Collected data:
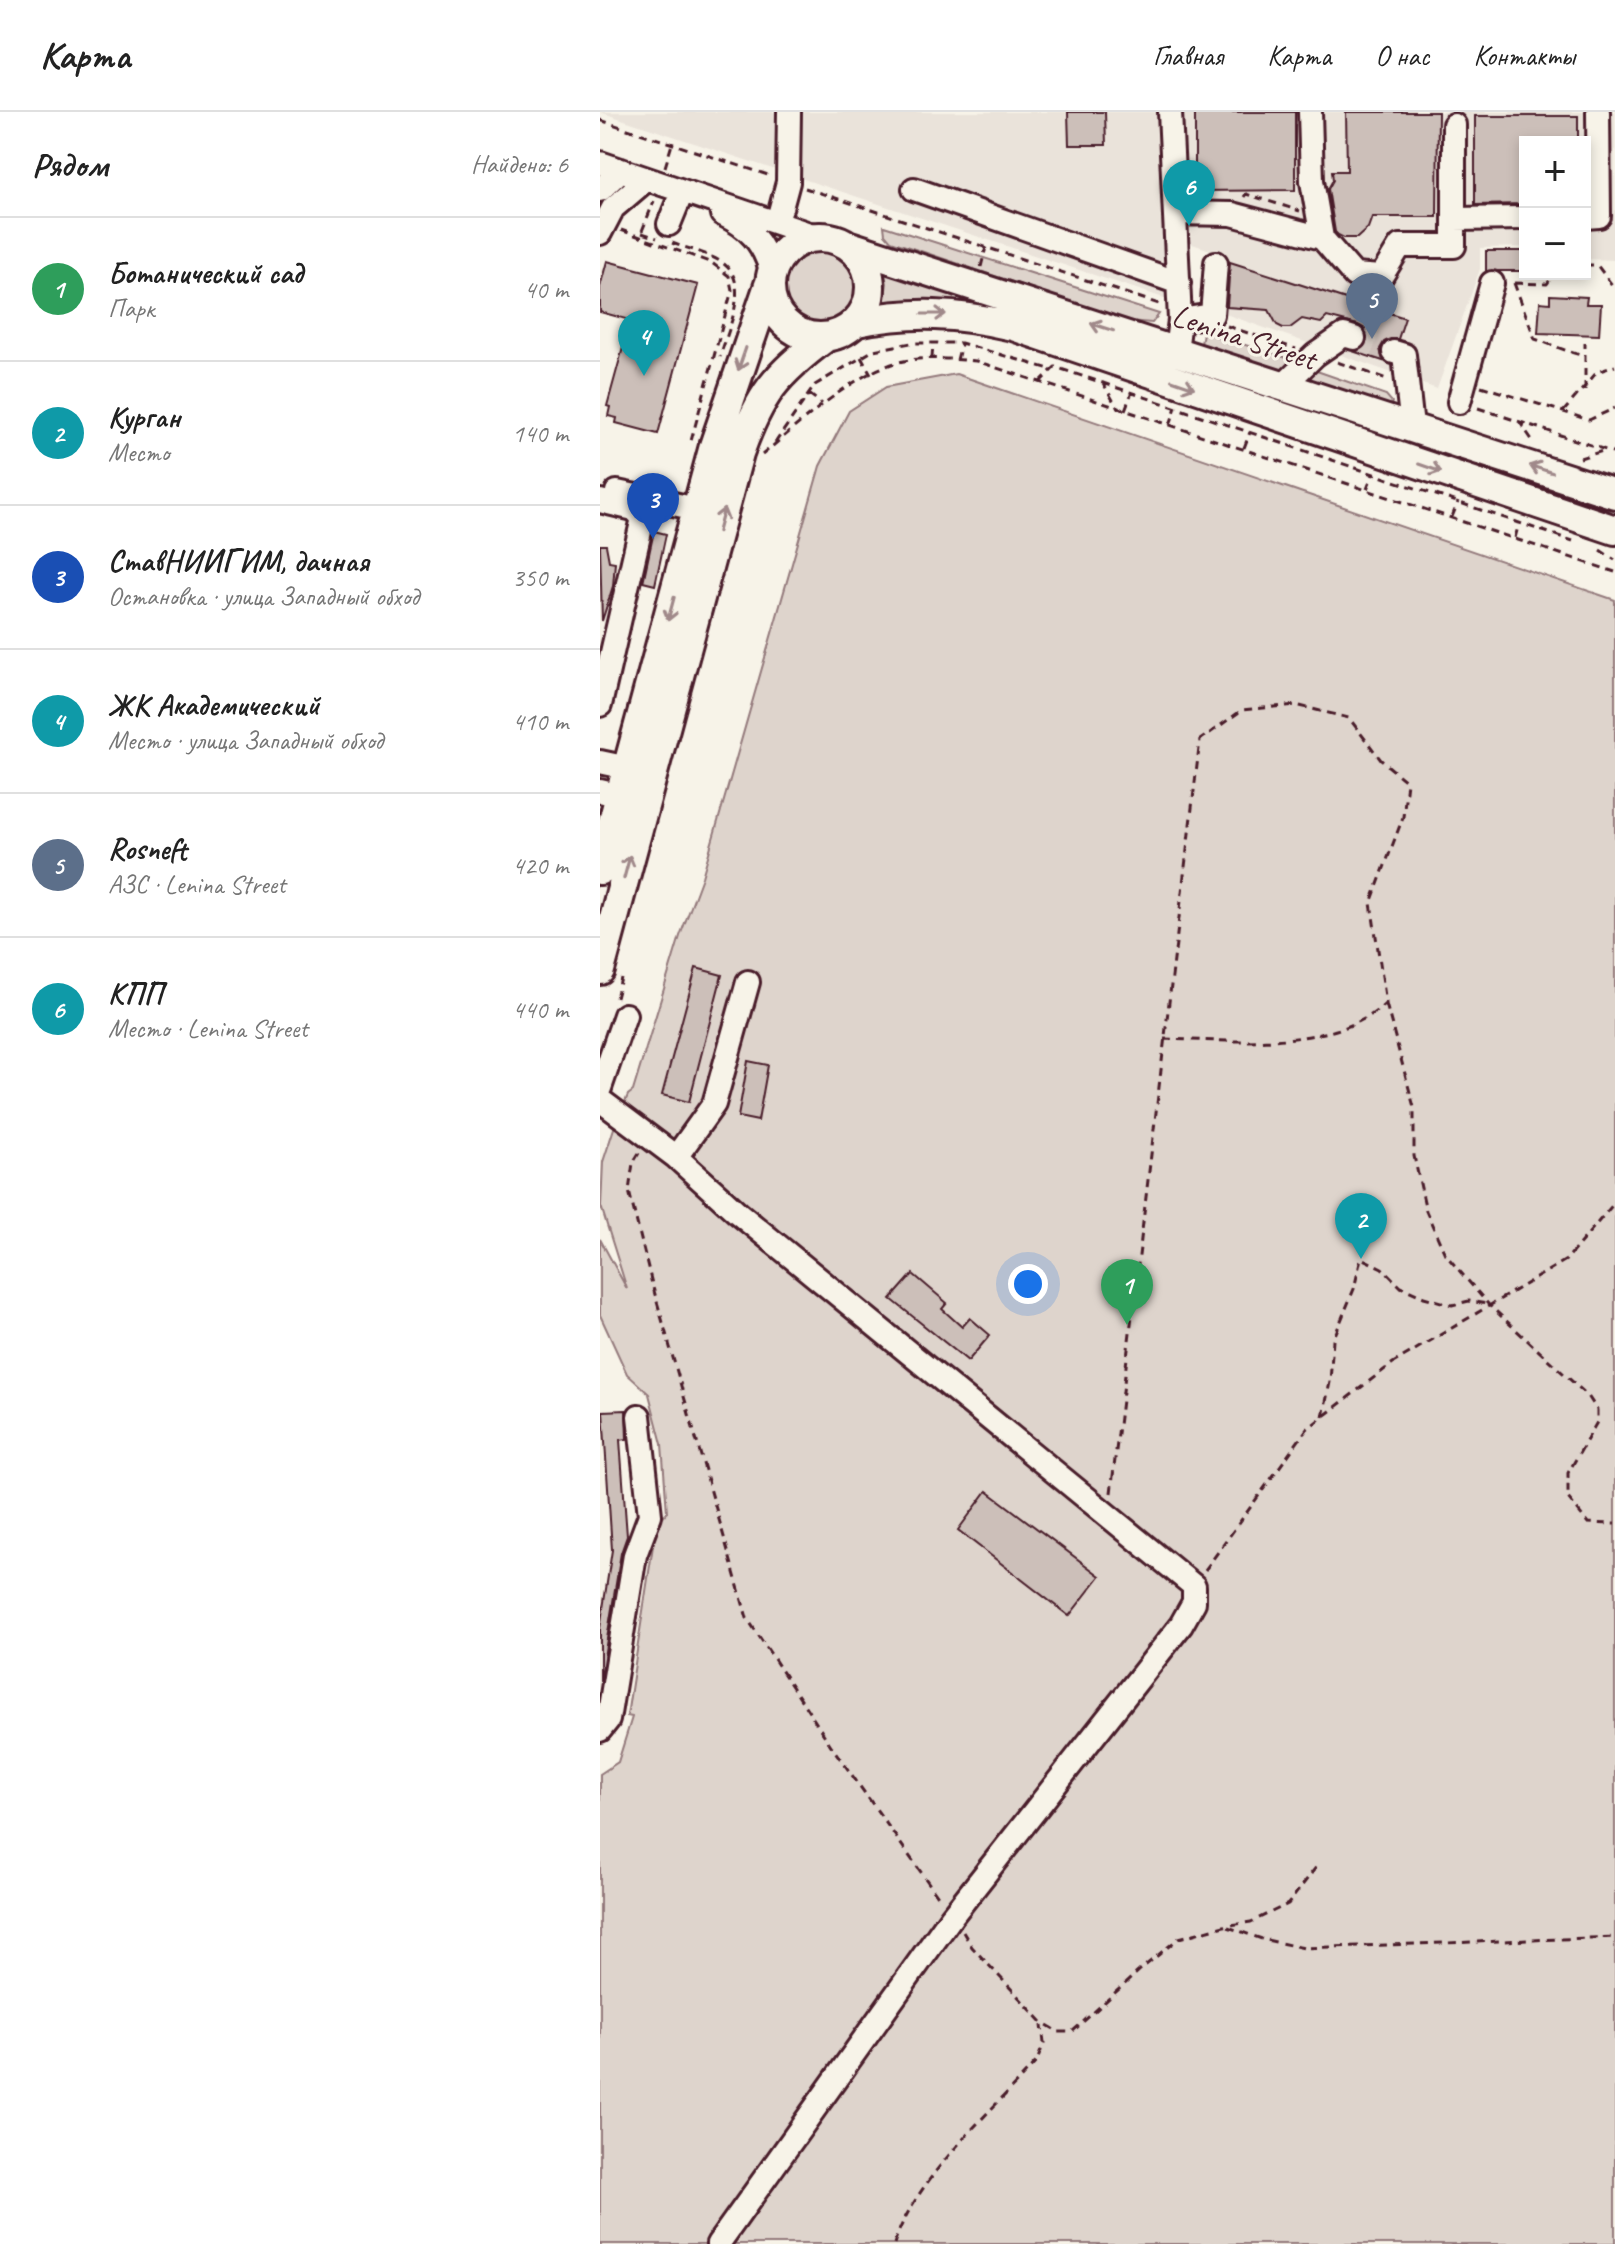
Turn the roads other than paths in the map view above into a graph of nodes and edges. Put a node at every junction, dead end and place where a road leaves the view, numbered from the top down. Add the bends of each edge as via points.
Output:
1 (789, 112) edge
2 (1170, 112) edge
3 (1310, 112) edge
4 (1598, 112) edge
5 (1454, 125) dead end
6 (611, 167) edge
7 (647, 179) junction
8 (914, 189) dead end
9 (600, 190) edge
10 (674, 192) junction
11 (1175, 213) junction
12 (1591, 217) edge
13 (1519, 218) edge
14 (1454, 219) junction
15 (777, 223) junction
16 (669, 224) dead end
17 (602, 228) edge
18 (815, 236) junction
19 (1322, 238) junction
20 (850, 246) junction
21 (1216, 263) dead end
22 (770, 278) junction
23 (1179, 283) junction
24 (1503, 283) road end
25 (1186, 316) junction
26 (857, 322) junction
27 (826, 337) junction
28 (1354, 338) tunnel mouth
29 (1176, 351) junction
30 (1394, 352) dead end
31 (1284, 385) junction
32 (1463, 392) road end
33 (1412, 427) junction
34 (600, 489) edge
35 (1615, 494) edge
36 (600, 501) edge
37 (697, 509) junction
38 (1615, 530) edge
39 (600, 705) edge
40 (600, 762) edge
41 (628, 768) junction
42 (611, 793) edge
43 (600, 870) edge
44 (600, 970) edge
45 (748, 982) dead end
46 (625, 1015) dead end
47 (600, 1088) edge
48 (600, 1100) edge
49 (676, 1157) junction
50 (639, 1416) dead end
51 (600, 1730) edge
52 (718, 2244) edge

1 - 15 street via 788,182
2 - 11 street
3 - 19 street via 1312,181
4 - 12 street via 1599,216
5 - 14 street
6 - 7 street
6 - 9 street
7 - 10 street
7 - 17 street via 613,208
8 - 23 street
10 - 15 street
10 - 16 street
10 - 22 street via 755,235 767,254
11 - 19 street via 1232,214
11 - 23 street
13 - 14 street
14 - 19 street via 1454,246 1400,246 1381,277 1354,275
15 - 18 street
18 - 20 main road
18 - 22 main road via 781,254
20 - 26 main road via 866,266 871,291
29 -> 20 main road, Lenina Street
21 - 25 street via 1212,315
22 - 27 main road via 771,303 786,324 809,336
22 -> 37 main road
23 - 25 street
24 - 32 street via 1478,328
25 - 29 street
26 - 27 main road
26 -> 38 main road, Lenina Street via 948,314 1013,326
44 -> 27 main road via 739,453 753,414 773,382
28 - 31 street via 1344,335
29 - 31 main road, Lenina Street
30 - 33 street via 1404,355
31 - 33 main road, Lenina Street
35 -> 33 main road, Lenina Street
34 - 37 street
36 - 39 street via 634,509 643,518
37 -> 41 main road
40 - 41 street
41 - 42 main road
42 - 43 main road
45 - 49 street via 714,1104
46 - 47 street
48 - 49 street
49 - 52 street via 1194,1586 1194,1602 1181,1625 952,1916
50 - 51 street via 650,1515 635,1555 608,1720

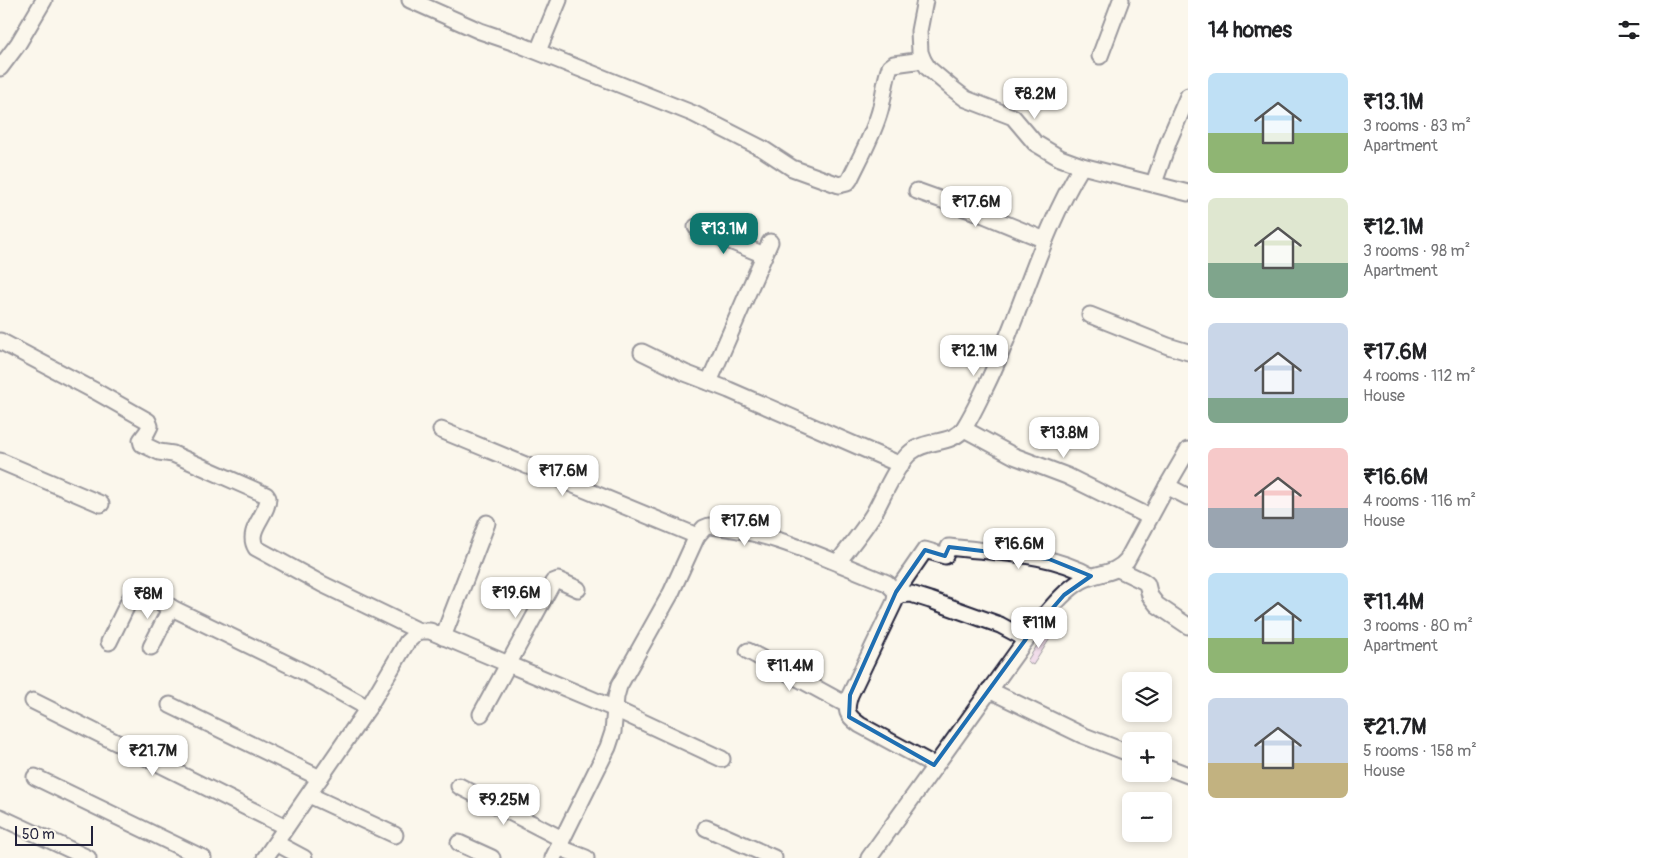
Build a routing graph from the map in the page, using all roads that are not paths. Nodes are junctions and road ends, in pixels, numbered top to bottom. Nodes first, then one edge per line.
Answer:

Directions for this task — Write out the records shown above exactly, but do not include any images.

Exercise answer —
Turn the roads other than paths in the map view above into a graph of nodes and edges. Put a node at every junction, dead end and place where a road leaves the view, numbered from the top down. Add the bends of each edge as via points.
Output:
1 (789, 112) edge
2 (1170, 112) edge
3 (1310, 112) edge
4 (1598, 112) edge
5 (1454, 125) dead end
6 (611, 167) edge
7 (647, 179) junction
8 (914, 189) dead end
9 (600, 190) edge
10 (674, 192) junction
11 (1175, 213) junction
12 (1591, 217) edge
13 (1519, 218) edge
14 (1454, 219) junction
15 (777, 223) junction
16 (669, 224) dead end
17 (602, 228) edge
18 (815, 236) junction
19 (1322, 238) junction
20 (850, 246) junction
21 (1216, 263) dead end
22 (770, 278) junction
23 (1179, 283) junction
24 (1503, 283) road end
25 (1186, 316) junction
26 (857, 322) junction
27 (826, 337) junction
28 (1354, 338) tunnel mouth
29 (1176, 351) junction
30 (1394, 352) dead end
31 (1284, 385) junction
32 (1463, 392) road end
33 (1412, 427) junction
34 (600, 489) edge
35 (1615, 494) edge
36 (600, 501) edge
37 (697, 509) junction
38 (1615, 530) edge
39 (600, 705) edge
40 (600, 762) edge
41 (628, 768) junction
42 (611, 793) edge
43 (600, 870) edge
44 (600, 970) edge
45 (748, 982) dead end
46 (625, 1015) dead end
47 (600, 1088) edge
48 (600, 1100) edge
49 (676, 1157) junction
50 (639, 1416) dead end
51 (600, 1730) edge
52 (718, 2244) edge

1 - 15 street via 788,182
2 - 11 street
3 - 19 street via 1312,181
4 - 12 street via 1599,216
5 - 14 street
6 - 7 street
6 - 9 street
7 - 10 street
7 - 17 street via 613,208
8 - 23 street
10 - 15 street
10 - 16 street
10 - 22 street via 755,235 767,254
11 - 19 street via 1232,214
11 - 23 street
13 - 14 street
14 - 19 street via 1454,246 1400,246 1381,277 1354,275
15 - 18 street
18 - 20 main road
18 - 22 main road via 781,254
20 - 26 main road via 866,266 871,291
29 -> 20 main road, Lenina Street
21 - 25 street via 1212,315
22 - 27 main road via 771,303 786,324 809,336
22 -> 37 main road
23 - 25 street
24 - 32 street via 1478,328
25 - 29 street
26 - 27 main road
26 -> 38 main road, Lenina Street via 948,314 1013,326
44 -> 27 main road via 739,453 753,414 773,382
28 - 31 street via 1344,335
29 - 31 main road, Lenina Street
30 - 33 street via 1404,355
31 - 33 main road, Lenina Street
35 -> 33 main road, Lenina Street
34 - 37 street
36 - 39 street via 634,509 643,518
37 -> 41 main road
40 - 41 street
41 - 42 main road
42 - 43 main road
45 - 49 street via 714,1104
46 - 47 street
48 - 49 street
49 - 52 street via 1194,1586 1194,1602 1181,1625 952,1916
50 - 51 street via 650,1515 635,1555 608,1720

Build a routing graph from the map in the page, using all roads that are not paths. Nodes are junctions and road ends, in pixels, numbered top to bottom. Nodes first, then one edge per line.
Answer:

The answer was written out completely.